I also felt that, while the original story on which the episode is based (The Empty House) devoted itself more or less equally between Sherlock's return and the actual mystery he had come back to solve, The Empty Hearse concentrated too much on the former, meaning that the ostensible plot of the episode, which consists of foiling a plan by a rogue government minister, who is in fact working for North Korea (as one does) to blow up the Houses of Parliament, was a fairly sketchy and uninvolving affair (not to mention a colossal waste of one of Conan Doyle's best villains other than Moriarty, Colonel Sebastian Moran, who was a sufficiently interesting character to make it into one of George Macdonald Fraser's fantastic Flashman novels, but who is rather boringly reinvented here as the aforementioned rogue minister).
But when there was so much to like, who cares?

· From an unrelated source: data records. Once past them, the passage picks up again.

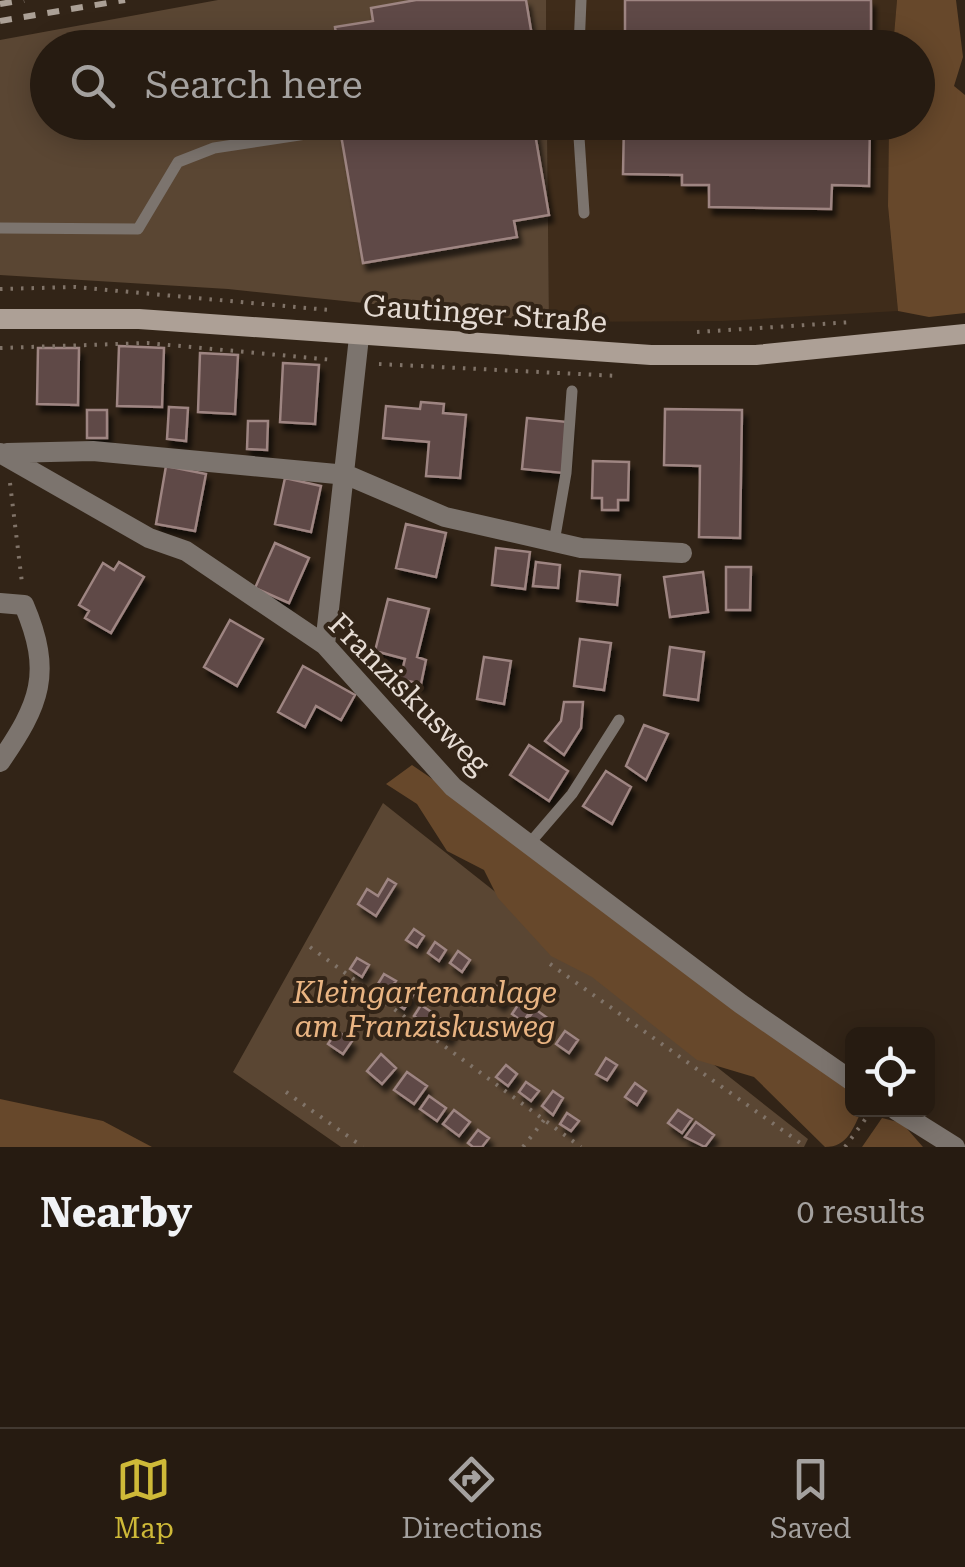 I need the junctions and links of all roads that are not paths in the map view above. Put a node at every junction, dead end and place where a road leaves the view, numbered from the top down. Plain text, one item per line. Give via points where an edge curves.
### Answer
1 (582, 0) edge
2 (580, 30) edge
3 (266, 140) edge
4 (579, 140) edge
5 (584, 213) dead end
6 (0, 228) edge
7 (0, 319) edge
8 (965, 334) edge
9 (358, 336) junction
10 (572, 392) dead end
11 (3, 453) edge
12 (347, 475) junction
13 (554, 542) junction
14 (682, 553) dead end
15 (0, 603) edge
16 (325, 645) junction
17 (619, 720) dead end
18 (0, 762) edge
19 (529, 844) junction
20 (845, 1076) edge
21 (907, 1117) edge
22 (954, 1147) edge

1 - 2 lane
3 - 6 lane via 178,162 138,229
4 - 5 lane
7 - 9 main road, Gautinger Straße via 140,319
8 - 9 main road, Gautinger Straße via 756,356
9 - 12 street
10 - 13 lane
11 - 12 street via 93,450
11 - 16 street, Franziskusweg via 85,504 186,552
12 - 13 street via 445,518
12 - 16 street
13 - 14 street
15 - 18 street via 24,605 40,644 40,678 28,721
16 - 19 street, Franziskusweg via 453,786
17 - 19 lane via 572,794
19 - 20 street, Franziskusweg
21 - 22 street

The script was laced with rapier sharp wit, there were some genuinely touching scenes not just between Sherlock and John but also between Sherlock and Molly and even Sherlock and Lestrade! The TV Sherlock has always been a more amoral, sociopathic character than his literary equivalent and at times I have felt that they have gone a touch too far in that direction, but it is clear from this episode that they are planning to develop the character over time so that he grows into a kinder and more emotional character, in other words, something more than a post British version of Sheldon from the Big Bang Theory. All of which promises to be terrific.
Amanda Abbington is extremely warm and believable as Watson's love interest (as well she should be bearing in mind that she is Martin Freeman's real life girlfriend) and I like the fact that they have allowed her character to be sufficiently generous to share her fiance with Sherlock (the last thing the series needs is another grump like Sergeant Donovan). The cameo by Cumberbatch's parents as Sherlock's surprisingly ordinary mum and dad was also great.
I am a little concerned that the series will struggle to find another villain as enthralling as Andrew Scott's unpredictable (and ever so slightly Graham Norton-esque) Jim Moriarty, but let's see where the next two episodes go. Let's just hope we don't have to wait quite as long for Season 4 - just three episodes per season is practically a form of torture (and I am sure that Messrs Cumberbatch and Freeman could find time in between filming the four hundred other films that they are signed up to in the next few years to squeeze in a bit more Sherlock!)